Four fir trees and fence panels in the garden of Myra Prangley, 84, of Rowan Avenue, Egham Hythe, were set on fire on Sunday (July 5) evening around 8.45pm.
Although Surrey Fire & Rescue were unable to identify a definitive cause for the blaze, the passionate animal lover thinks youths who hang around in Hythe Park, which her garden backs on to, might be to blame.
She said: "I saw the smoke and thought some little beggers have set the grass on fire - it's full of slow worms. When I got about halfway down the garden the back hedge just went 'woof' and caught fire.
"It flared up and the flames were higher than the hedge. The smoke went everywhere. I was petrified - this blazing fire was going up, I thought the garage might catch light."
Luckily for Mrs Prangley, neighbours who had seen the smoke came to her aid, using water she had set aside for gardening to douse the flames and buckets of water from her garden pond.
Following residents' calls for action against anti-social behaviour in the park, Runnymede Neighbourhood Inspector, Roger Nield, announced last month plans to introduce a Section 30 dispersal order which would come into effect on August 1.

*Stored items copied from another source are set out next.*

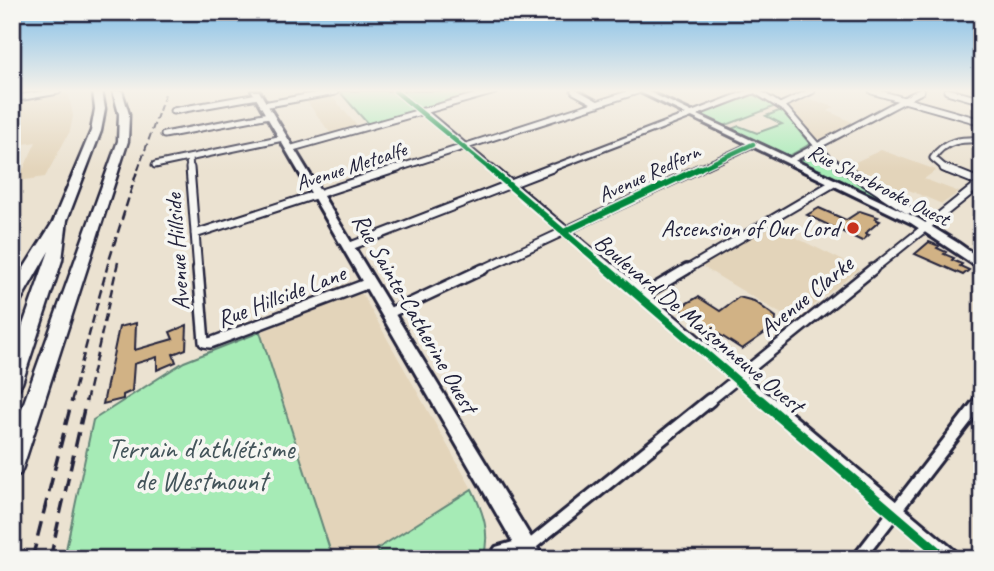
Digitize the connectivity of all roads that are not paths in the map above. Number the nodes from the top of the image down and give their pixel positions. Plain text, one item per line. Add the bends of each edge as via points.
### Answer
1 (98, 118) edge
2 (124, 118) edge
3 (132, 118) edge
4 (255, 118) edge
5 (271, 118) edge
6 (400, 118) edge
7 (431, 118) edge
8 (555, 118) edge
9 (684, 118) edge
10 (697, 118) edge
11 (791, 118) edge
12 (871, 118) edge
13 (164, 135) dead end
14 (283, 138) junction
15 (982, 140) edge
16 (123, 141) junction
17 (753, 144) junction
18 (817, 146) junction
19 (466, 147) junction
20 (289, 149) junction
21 (189, 158) junction
22 (789, 161) junction
23 (155, 165) dead end
24 (982, 182) edge
25 (834, 183) junction
26 (511, 185) junction
27 (317, 195) junction
28 (908, 210) dead end
29 (60, 220) junction
30 (926, 227) junction
31 (566, 231) junction
32 (195, 234) junction
33 (348, 247) junction
34 (979, 261) edge
35 (369, 283) junction
36 (643, 295) junction
37 (12, 301) edge
38 (387, 314) junction
39 (205, 342) joint
40 (740, 377) junction
41 (12, 383) edge
42 (982, 399) edge
43 (12, 467) edge
44 (895, 508) junction
45 (528, 555) edge
46 (498, 559) edge
47 (859, 559) edge
48 (957, 559) edge

1 - 29 highway
2 - 16 highway
3 - 16 highway
4 - 13 street
5 - 14 main road, Rue Sainte-Catherine Ouest
6 - 20 street
7 - 19 street, Boulevard De Maisonneuve Ouest
8 - 19 street, Avenue Metcalfe
9 - 26 street
10 - 17 main road, Rue Sherbrooke Ouest
11 - 18 street
12 - 18 street
14 - 20 main road, Rue Sainte-Catherine Ouest
14 - 21 street
15 - 24 street via 954,141 933,158 946,170
16 - 43 highway
17 - 22 main road, Rue Sherbrooke Ouest
17 - 31 street, Avenue Redfern
18 - 22 street
18 - 28 street
19 - 26 street, Boulevard De Maisonneuve Ouest
19 - 27 street, Avenue Metcalfe
20 - 27 main road, Rue Sainte-Catherine Ouest
21 - 23 street
21 - 32 street, Avenue Hillside
22 - 25 main road, Rue Sherbrooke Ouest
24 - 30 street, Avenue Clarke
25 - 30 main road, Rue Sherbrooke Ouest
25 - 36 street
26 - 31 street, Boulevard De Maisonneuve Ouest
26 - 33 street
27 - 32 street, Avenue Metcalfe
27 - 33 main road, Rue Sainte-Catherine Ouest
29 - 37 highway
29 - 41 highway via 55,260
30 - 34 main road, Rue Sherbrooke Ouest
30 - 40 street, Avenue Clarke
31 - 36 street, Boulevard De Maisonneuve Ouest
31 - 38 street, Avenue Redfern
32 - 39 street, Avenue Hillside
33 - 35 main road, Rue Sainte-Catherine Ouest
35 - 38 main road, Rue Sainte-Catherine Ouest
35 - 39 street, Rue Hillside Lane
36 - 40 street, Boulevard De Maisonneuve Ouest
38 - 45 main road, Rue Sainte-Catherine Ouest
40 - 44 street, Boulevard De Maisonneuve Ouest
40 - 45 street, Avenue Clarke
42 - 44 street
44 - 47 street
44 - 48 street, Boulevard De Maisonneuve Ouest
45 - 46 main road via 503,554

The order, part of the Anti-social Behaviour Act 2003, allows officers to move on groups of two or more youths believed to have acted or believed might act in an anti-social way.
However Mrs Prangley who no longer takes notice of shouts and screams coming from the park at night, said she wasn't sure this would work.
She said: "I am angry that they picked on me, I don't do anything to anybody. I'm frustrated that the council have allowed this behaviour to go on here. The dispersal order might be a good thing but I would not like to think that children who are just talking innocently would get moved on too.
"They have one little place to kick a football around but that's all that is there. I think they need a youth centre or something here."
Mrs Prangley planted the fir trees when she moved into the house 30 years ago and although she can not replace them, she intends to get a new six-foot fence installed by claiming on her home insurance.